AL pathologist finds several green, infected kudzu locations
Sikora provided more details in an e-mail circulated to a listserv sent to soybean rust specialists:
"On Dec. 20, I found a green, rust-infected, kudzu patch near the town of Evergreen in a protected area off the Interstate (and near a McDonalds). The site is approximately 30 miles north of the Florida panhandle and probably 80 miles north of the Gulf Coast off Florida.
"On Dec. 21, farther south in Baldwin County (across the bay from
Mobile), I found two rust-infected kudzu patches that were barely hanging on. These were near the research station where rust was found back in late June.
"I visited five fields where soybeans had been grown this summer (and rust was detected) and observed a few volunteers emerging, but plants were barely beyond the cotyledon stage, and no rust was detected.
"I found a one-acre kudzu patch in north Mobile County and found two green leaves that were infected with rust (first positive for Mobile County in 2005). These were the only leaves still alive in the patch. I gave them last rites before moving on.
"I did find a sizeable semi-green patch of kudzu infected with rust in
Clarke County near the town of Jackson, Ala. This was within a mile or two
of the soybean sentinel plot maintained by Billy Moore and Mississippi State this past summer and where rust was detected back in August, about 75 miles north of Mobile. I also found two large patches of kudzu that were completely dormant in the area.
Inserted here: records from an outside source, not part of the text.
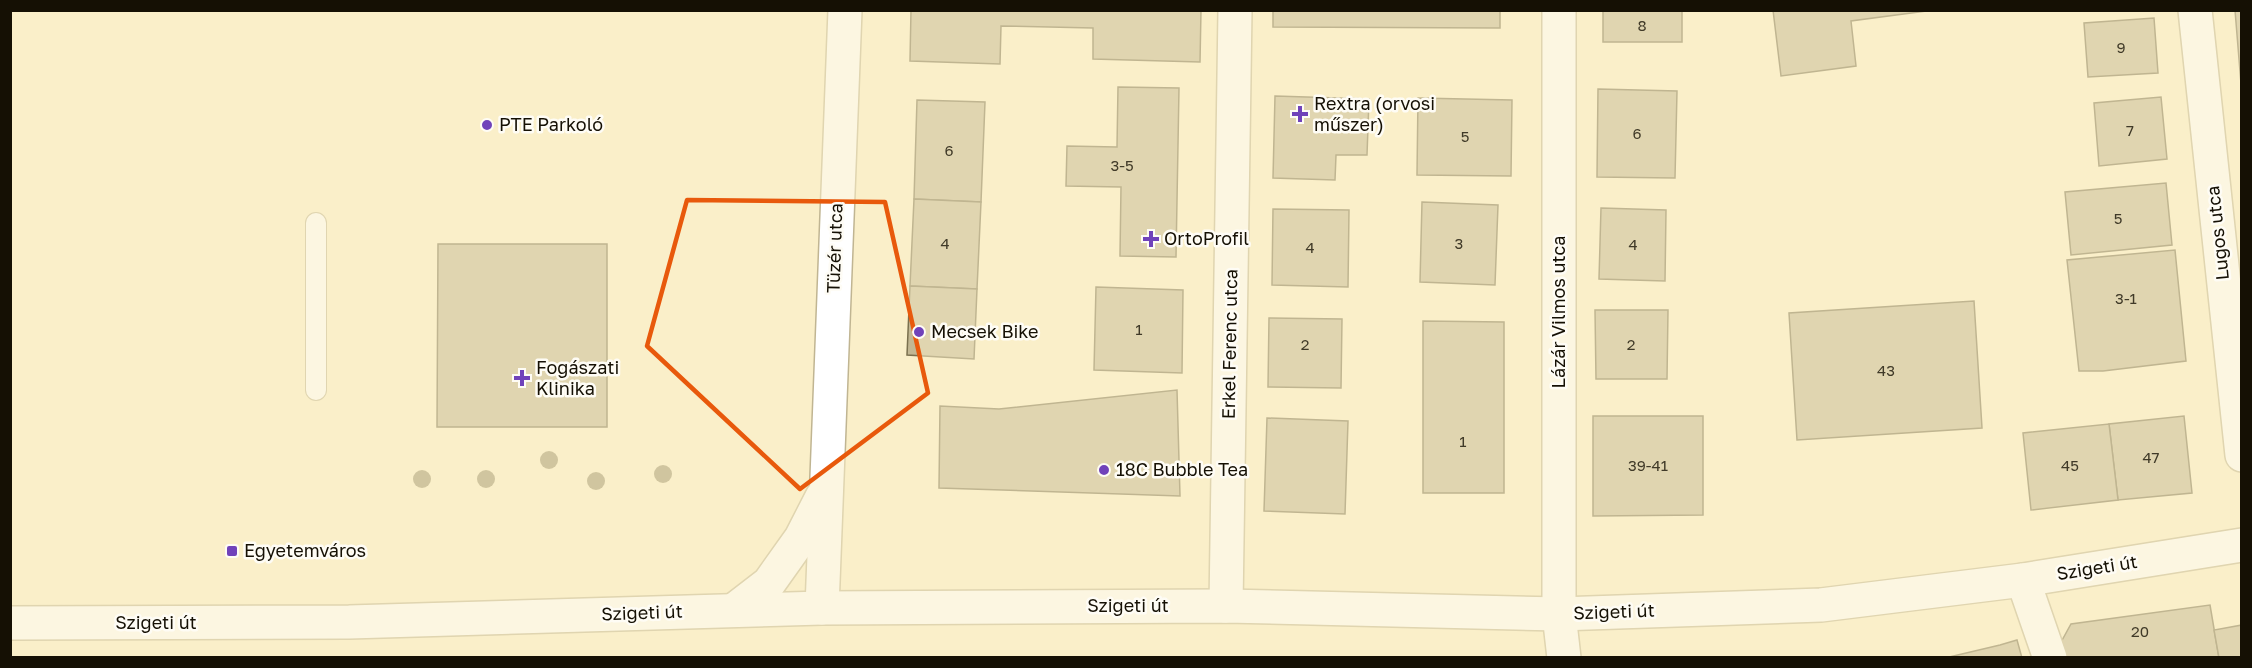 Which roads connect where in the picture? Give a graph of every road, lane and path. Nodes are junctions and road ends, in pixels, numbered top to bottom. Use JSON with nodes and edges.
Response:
{"nodes":[{"id":1,"x":845,"y":10,"type":"edge"},
{"id":2,"x":1235,"y":10,"type":"edge"},
{"id":3,"x":1560,"y":10,"type":"edge"},
{"id":4,"x":2195,"y":10,"type":"edge"},
{"id":5,"x":316,"y":223,"type":"dead end"},
{"id":6,"x":316,"y":390,"type":"dead end"},
{"id":7,"x":2241,"y":455,"type":"edge"},
{"id":8,"x":826,"y":486,"type":"junction"},
{"id":9,"x":2241,"y":545,"type":"edge"},
{"id":10,"x":2023,"y":580,"type":"junction"},
{"id":11,"x":1226,"y":606,"type":"junction"},
{"id":12,"x":822,"y":608,"type":"junction"},
{"id":13,"x":734,"y":610,"type":"junction"},
{"id":14,"x":1559,"y":614,"type":"junction"},
{"id":15,"x":10,"y":623,"type":"edge"},
{"id":16,"x":1564,"y":657,"type":"edge"},
{"id":17,"x":2050,"y":657,"type":"edge"}],
"edges":[{"from":1,"to":8,"type":"street","name":"Tüzér utca"},
{"from":2,"to":11,"type":"street","name":"Erkel Ferenc utca"},
{"from":3,"to":14,"type":"street","name":"Lázár Vilmos utca"},
{"from":4,"to":7,"type":"street","name":"Lugos utca"},
{"from":5,"to":6,"type":"lane"},
{"from":8,"to":12,"type":"street","name":"Tüzér utca"},
{"from":8,"to":13,"type":"street","name":"Tüzér utca"},
{"from":9,"to":10,"type":"street","name":"Szigeti út"},
{"from":10,"to":14,"type":"street","name":"Szigeti út"},
{"from":10,"to":17,"type":"street"},
{"from":11,"to":12,"type":"street","name":"Szigeti út"},
{"from":11,"to":14,"type":"street","name":"Szigeti út"},
{"from":12,"to":13,"type":"street","name":"Szigeti út"},
{"from":13,"to":15,"type":"street","name":"Szigeti út"},
{"from":14,"to":16,"type":"street","name":"Lázár Vilmos utca"}]}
"Moving north into Choctaw County, I found an old abandoned house covered with kudzu near the town of Toxey, about 100 miles north of Mobile. The kudzu was brown except for three green leaves at the top of one vine that was climbing up the south wall of the house. No rust was detected, and I know the leaves are no longer green because I destroyed them when I pulled them down with a large, sharp, pointy stick.
"I doubt there is any green kudzu north of Greenville (south-central
Alabama), and most of what I saw this week in south Alabama will likely go down to due temperatures in the high 20s on a couple of nights this week.
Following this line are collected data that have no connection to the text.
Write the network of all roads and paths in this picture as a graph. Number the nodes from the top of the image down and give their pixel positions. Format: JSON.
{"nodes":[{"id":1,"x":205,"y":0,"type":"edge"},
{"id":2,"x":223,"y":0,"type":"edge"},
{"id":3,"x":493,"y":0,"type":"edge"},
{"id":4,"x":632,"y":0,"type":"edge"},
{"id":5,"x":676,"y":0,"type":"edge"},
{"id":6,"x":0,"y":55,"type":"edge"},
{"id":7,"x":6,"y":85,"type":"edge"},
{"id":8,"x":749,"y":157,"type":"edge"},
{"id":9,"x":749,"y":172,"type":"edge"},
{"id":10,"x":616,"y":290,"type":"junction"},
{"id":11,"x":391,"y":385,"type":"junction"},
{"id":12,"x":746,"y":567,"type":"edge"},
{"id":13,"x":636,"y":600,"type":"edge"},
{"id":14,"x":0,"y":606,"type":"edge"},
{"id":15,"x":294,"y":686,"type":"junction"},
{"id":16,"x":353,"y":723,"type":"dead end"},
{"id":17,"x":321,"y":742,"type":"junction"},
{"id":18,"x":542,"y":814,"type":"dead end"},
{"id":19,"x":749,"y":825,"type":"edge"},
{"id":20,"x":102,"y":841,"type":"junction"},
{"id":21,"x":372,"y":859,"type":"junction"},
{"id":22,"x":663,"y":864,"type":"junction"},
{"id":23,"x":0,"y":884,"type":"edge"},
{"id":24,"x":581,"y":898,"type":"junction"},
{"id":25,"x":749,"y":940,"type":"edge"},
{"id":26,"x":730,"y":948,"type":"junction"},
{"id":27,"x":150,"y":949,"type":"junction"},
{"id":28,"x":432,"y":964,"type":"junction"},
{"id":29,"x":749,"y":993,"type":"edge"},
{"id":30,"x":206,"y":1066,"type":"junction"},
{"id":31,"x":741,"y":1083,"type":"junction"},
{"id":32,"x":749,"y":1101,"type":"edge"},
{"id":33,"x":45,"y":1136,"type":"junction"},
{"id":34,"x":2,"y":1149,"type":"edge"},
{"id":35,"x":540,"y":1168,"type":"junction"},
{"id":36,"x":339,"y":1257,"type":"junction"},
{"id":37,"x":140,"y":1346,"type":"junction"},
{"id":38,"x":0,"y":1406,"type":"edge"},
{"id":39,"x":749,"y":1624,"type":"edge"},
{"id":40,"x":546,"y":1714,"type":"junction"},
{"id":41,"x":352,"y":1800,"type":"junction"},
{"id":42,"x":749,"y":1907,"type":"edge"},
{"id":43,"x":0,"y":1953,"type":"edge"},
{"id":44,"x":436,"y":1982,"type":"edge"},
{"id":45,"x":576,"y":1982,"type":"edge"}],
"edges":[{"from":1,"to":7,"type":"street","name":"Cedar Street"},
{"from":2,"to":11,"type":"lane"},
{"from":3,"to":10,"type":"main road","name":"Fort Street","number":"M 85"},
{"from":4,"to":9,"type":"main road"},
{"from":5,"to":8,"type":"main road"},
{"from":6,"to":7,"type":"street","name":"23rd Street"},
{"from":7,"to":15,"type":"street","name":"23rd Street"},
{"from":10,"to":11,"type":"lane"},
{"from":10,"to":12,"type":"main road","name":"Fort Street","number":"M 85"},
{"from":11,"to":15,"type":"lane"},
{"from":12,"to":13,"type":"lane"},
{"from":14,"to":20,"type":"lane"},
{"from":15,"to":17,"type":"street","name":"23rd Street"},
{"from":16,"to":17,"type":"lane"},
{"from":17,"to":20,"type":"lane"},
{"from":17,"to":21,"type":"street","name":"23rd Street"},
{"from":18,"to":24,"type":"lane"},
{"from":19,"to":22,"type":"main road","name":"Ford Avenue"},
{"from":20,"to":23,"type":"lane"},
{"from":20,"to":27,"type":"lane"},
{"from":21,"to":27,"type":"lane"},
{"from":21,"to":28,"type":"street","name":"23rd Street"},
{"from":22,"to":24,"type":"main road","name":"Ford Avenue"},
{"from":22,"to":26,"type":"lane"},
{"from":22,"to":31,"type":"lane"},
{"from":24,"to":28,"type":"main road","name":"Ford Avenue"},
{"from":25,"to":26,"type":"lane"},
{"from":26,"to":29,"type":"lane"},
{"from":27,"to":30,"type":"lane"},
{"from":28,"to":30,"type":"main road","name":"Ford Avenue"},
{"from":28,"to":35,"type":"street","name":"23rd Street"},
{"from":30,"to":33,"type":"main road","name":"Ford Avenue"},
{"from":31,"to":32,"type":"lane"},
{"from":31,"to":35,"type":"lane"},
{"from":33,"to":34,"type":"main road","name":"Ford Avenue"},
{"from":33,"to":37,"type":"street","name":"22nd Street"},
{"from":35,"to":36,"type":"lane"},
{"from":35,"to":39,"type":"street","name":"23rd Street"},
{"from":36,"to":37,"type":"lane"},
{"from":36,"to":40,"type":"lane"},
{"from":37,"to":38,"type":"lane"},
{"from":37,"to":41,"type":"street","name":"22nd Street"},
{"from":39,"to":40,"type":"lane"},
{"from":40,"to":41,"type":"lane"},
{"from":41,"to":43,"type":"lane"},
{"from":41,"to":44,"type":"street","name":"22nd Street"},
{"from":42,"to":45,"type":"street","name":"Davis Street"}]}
"Why some patches were still green (to some extent) and others were dormant was not always clear to me. On many patches where I found just a few green leaves, the leaves were always at the very top of the vine in the top of a kudzu covered tree or structure. I checked inside some patches where there appeared to be a protected, somewhat insulated area from the cold, but I never found green leaves.
"I also dug through some piles of leaves where I thought kudzu may stay green below their dead brethren, but nothing green was detected."
Exceptions to "100-percent" dieback?
These green-leaf kudzu finds appear to be exceptions to the "100-percent" kudzu dieback USDA reported in its most recent soybean rust forecast this morning. The kudzu dieback areas are identical to the ones posted Dec. 19.
USDA says "100-percent dieback extends northward from southeastern Texas to central Louisiana, southern Alabama, central Georgia, eastern South Carolina and the coastal areas of North Carolina. The 5-percent dieback extends from just inland of the Gulf Coast from eastern Texas to New Orleans, then from near Clearwater to Jacksonville, Fla."
USDA also continues to report that temperatures have fallen to below freezing to the Mississippi and Alabama coasts and in all of the Florida Panhandle, as it said on Dec. 19.
However, in the Dec. 20 state commentary for Florida on www.sbrusa.net, plant pathologist Jim Marois of the University of Florida said:
"We have not had a severe frost in the Florida panhandle yet, and a lot of kudzu leaves are still green. For the most part, the lower canopy has been frozen back, but higher leaves and leaves in protected areas are still growing. Rust spores are still being produced on the infected kudzu, with abundant sporulation on warm days (low 70s)."
[Editor's note: This story was revised after posting today when the new USDA SBR forecast came out.]